Section 1 of the Charter allows judges to trample on our Charter freedoms. The Alberta Bill of Rights does not have a similar provision.
“The Canadian Charter of Rights and Freedoms guarantees the rights and freedoms set out in it, subject only to such reasonable limits, prescribed by law, as can be demonstrably justified in a free and democratic society.”
Thus reads Section 1 of the document added to Canada’s Constitution in 1982. In R. v. Oakes (1986) the Supreme Court ruled that when a federal or provincial government violates a Charter right or freedom by way of a law (regulation, policy, health order, etc.) the government must justify “demonstrably” with cogent and persuasive evidence that its law is reasonable, rational, truly necessary, and bringing about more good than harm.
When judges determine that a government failed to meet this burden, judges should strike down laws, regulations and government policies as unjustified violations of our freedoms of conscience, religion, expression, association, peaceful assembly, mobility, bodily autonomy, equality rights and so on.
Unfortunately, Canada’s judges can — and in recent years often do — uphold freedom-violating health orders and other laws, even when governments admit in court that their health orders do violate Charter freedoms.
The Alberta Bill of Rights requires that every law in Alberta be so construed and applied as not to “abrogate, abridge or infringe” the freedoms of religion, speech, the press, assembly, and association.
The Alberta Bill of Rights also requires construing and applying every law in Alberta as not violating or restricting the individual’s right to liberty, security of the person, enjoyment of property (and the right not to be deprived thereof except by due process of law), and the right of parents to make informed decisions respecting the education of their children.
Happily missing from the Alberta Bill of Rights is a provision like Section 1 of the Charter, that expressly empowers judges to condone violations of our freedoms of expression, association, conscience, assembly, etc. All of Alberta’s laws, and their enforcement, must comply with individual rights and freedoms. Period. There is no room for the Alberta government to argue in court that “yes, our law does violate the freedoms of speech, association and assembly, but we think we have a really good reason for trampling on individual rights.”
Some recent court rulings have been atrocious, making it very easy for governments to violate Charter freedoms by using Section 1. In Ontario v. Trinity Bible Chapel (2022), the judge repudiated the Oakes test and lowered the bar for government, upholding violations of Charter freedoms without engaging in serious scientific analysis of the relevant issues: “My role is not that of an armchair epidemiologist. I am neither equipped nor inclined to resolve scientific debates and controversy surrounding Covid-19.”
The judge further declared that “it is not my task to mediate or resolve conflicting views about Covid-19.”
Wrong! Resolving conflicting views is the very heart of a judge’s job description, and that includes resolving conflicting views about science. Instead of requiring the government to justify its health orders “demonstrably” with persuasive evidence, the judge asked, “Was it open to Ontario to act as it did?”
Some judges have made assertions that appear to be based only on what the CBC and other government-funded media have stated repeatedly. For example, in Gateway Bible Baptist Church v. Manitoba (2021), the judge described COVID-19 as an “unprecedented” public health threat and “the worst global pandemic in over a century.”

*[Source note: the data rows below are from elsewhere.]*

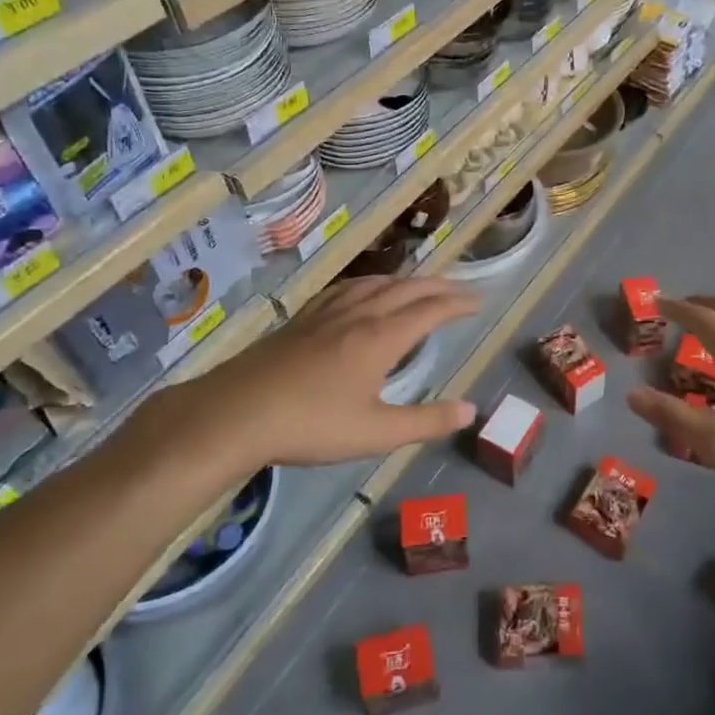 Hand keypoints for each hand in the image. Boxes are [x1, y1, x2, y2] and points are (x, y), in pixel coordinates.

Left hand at [145, 277, 480, 478]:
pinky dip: (369, 283)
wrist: (235, 414)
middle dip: (438, 287)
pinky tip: (361, 292)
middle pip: (406, 289)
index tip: (479, 301)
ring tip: (419, 286)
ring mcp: (326, 314)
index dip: (458, 303)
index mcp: (380, 338)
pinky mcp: (301, 320)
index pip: (430, 310)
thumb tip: (469, 410)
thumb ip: (425, 422)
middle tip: (460, 291)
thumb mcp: (375, 433)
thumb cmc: (310, 426)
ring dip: (405, 281)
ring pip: (375, 283)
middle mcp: (357, 315)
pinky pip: (345, 288) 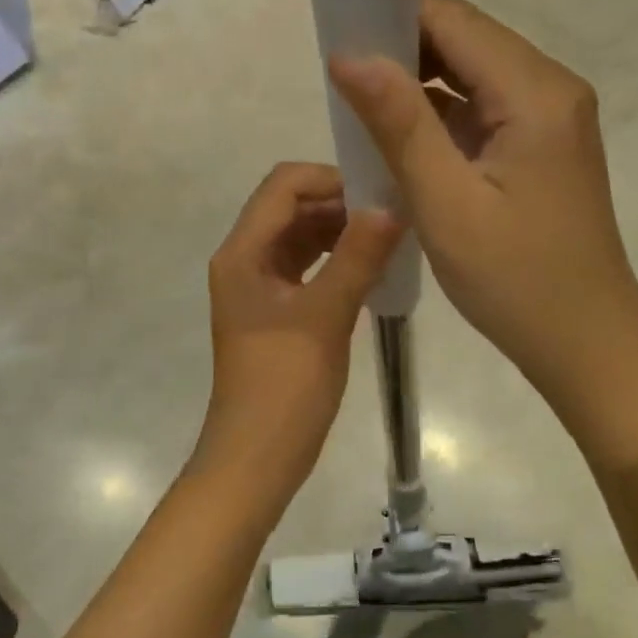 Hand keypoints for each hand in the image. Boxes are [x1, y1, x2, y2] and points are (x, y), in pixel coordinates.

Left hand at [199, 162, 401, 502]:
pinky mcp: (277, 310)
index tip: (379, 192)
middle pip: (291, 208)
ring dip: (342, 231)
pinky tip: (373, 268)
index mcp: (243, 253)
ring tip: (391, 238)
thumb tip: (390, 205)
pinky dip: (338, 259)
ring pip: (302, 237)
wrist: (256, 458)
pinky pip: (308, 267)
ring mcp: (260, 287)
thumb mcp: (325, 316)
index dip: (330, 179)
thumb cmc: (284, 386)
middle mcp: (246, 260)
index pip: (283, 186)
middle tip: (394, 214)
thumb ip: (357, 257)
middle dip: (340, 203)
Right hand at [329, 0, 637, 400]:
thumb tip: (349, 54)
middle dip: (401, 47)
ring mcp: (550, 117)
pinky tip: (398, 134)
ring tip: (358, 101)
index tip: (337, 31)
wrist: (585, 343)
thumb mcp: (446, 202)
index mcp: (535, 92)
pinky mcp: (540, 145)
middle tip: (339, 73)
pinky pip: (482, 109)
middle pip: (466, 41)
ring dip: (417, 81)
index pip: (455, 22)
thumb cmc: (515, 279)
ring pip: (472, 75)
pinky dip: (439, 114)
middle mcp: (551, 88)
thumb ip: (399, 123)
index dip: (393, 14) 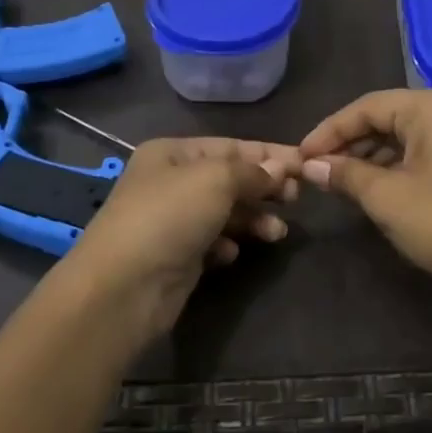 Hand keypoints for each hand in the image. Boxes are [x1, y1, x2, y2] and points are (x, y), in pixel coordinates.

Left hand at [65, 138, 299, 335]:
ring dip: (253, 219)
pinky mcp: (176, 255)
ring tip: (277, 233)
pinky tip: (232, 253)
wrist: (125, 286)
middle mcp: (170, 182)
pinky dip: (228, 244)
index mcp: (172, 153)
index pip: (231, 146)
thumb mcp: (216, 180)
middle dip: (264, 188)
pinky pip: (212, 241)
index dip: (269, 154)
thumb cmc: (170, 217)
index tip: (306, 164)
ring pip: (225, 212)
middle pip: (229, 179)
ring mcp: (172, 220)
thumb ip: (252, 172)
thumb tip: (281, 169)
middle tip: (296, 199)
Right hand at [300, 89, 431, 295]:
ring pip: (403, 134)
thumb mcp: (385, 196)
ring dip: (368, 154)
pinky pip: (421, 149)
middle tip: (316, 168)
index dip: (329, 131)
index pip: (367, 107)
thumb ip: (345, 173)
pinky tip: (370, 184)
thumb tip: (310, 165)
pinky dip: (393, 163)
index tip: (301, 156)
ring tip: (337, 178)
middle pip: (386, 116)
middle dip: (348, 143)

The judge did not reference any evidence to support his highly dubious claim that COVID-19 was more deadly than the the 1957-58 Asian Flu and the 1968-69 Hong Kong Flu, each of which claimed between one and four million lives, according to the World Health Organization.
In O.M.S. v. E.J.S., Harper-appointed judge Michael Megaw ordered a 12-year-old Saskatchewan girl to get injected with the COVID-19 vaccine, against her will and against the will of her mother.
In September 2021, he declared that COVID-19 posed a “serious and significant” health risk to children, and that he needed no specific proof to support his conclusion.
If this judge had bothered to look at death statistics from Canada or other countries, he would have understood that children were as likely to die of Covid as they were to die of lightning strikes. The judge went on to take “judicial notice” of the “fact” that the COVID-19 vaccine was “safe and effective” for use in both adults and children, because Health Canada and the Saskatchewan Health Authority had said so.
This judge asserted that no reasonable person would dispute the accuracy of a claim made by a government health authority! What about thalidomide, a drug deemed safe and effective by health authorities in the 1950s that killed and damaged so many babies across the globe?
In Hillier v. Ontario (2023), the Ontario Superior Court of Justice upheld the government’s total ban on all outdoor protests as a justified violation of the Charter freedom of citizens to assemble peacefully. Contrary to what the Oakes ruling requires, the judge gave no serious consideration to the very real harms that lockdowns inflicted on millions of people. The judge completely ignored a lengthy and comprehensive report by medical anthropologist Dr. Kevin Bardosh that exposed the magnitude of lockdown harms in Canada.
Some court rulings are more media-based than evidence-based. Section 1 of the Charter has made it easy for governments to violate rights and freedoms simply by declaring a public health emergency.
Fortunately, the Alberta Bill of Rights has no equivalent provision.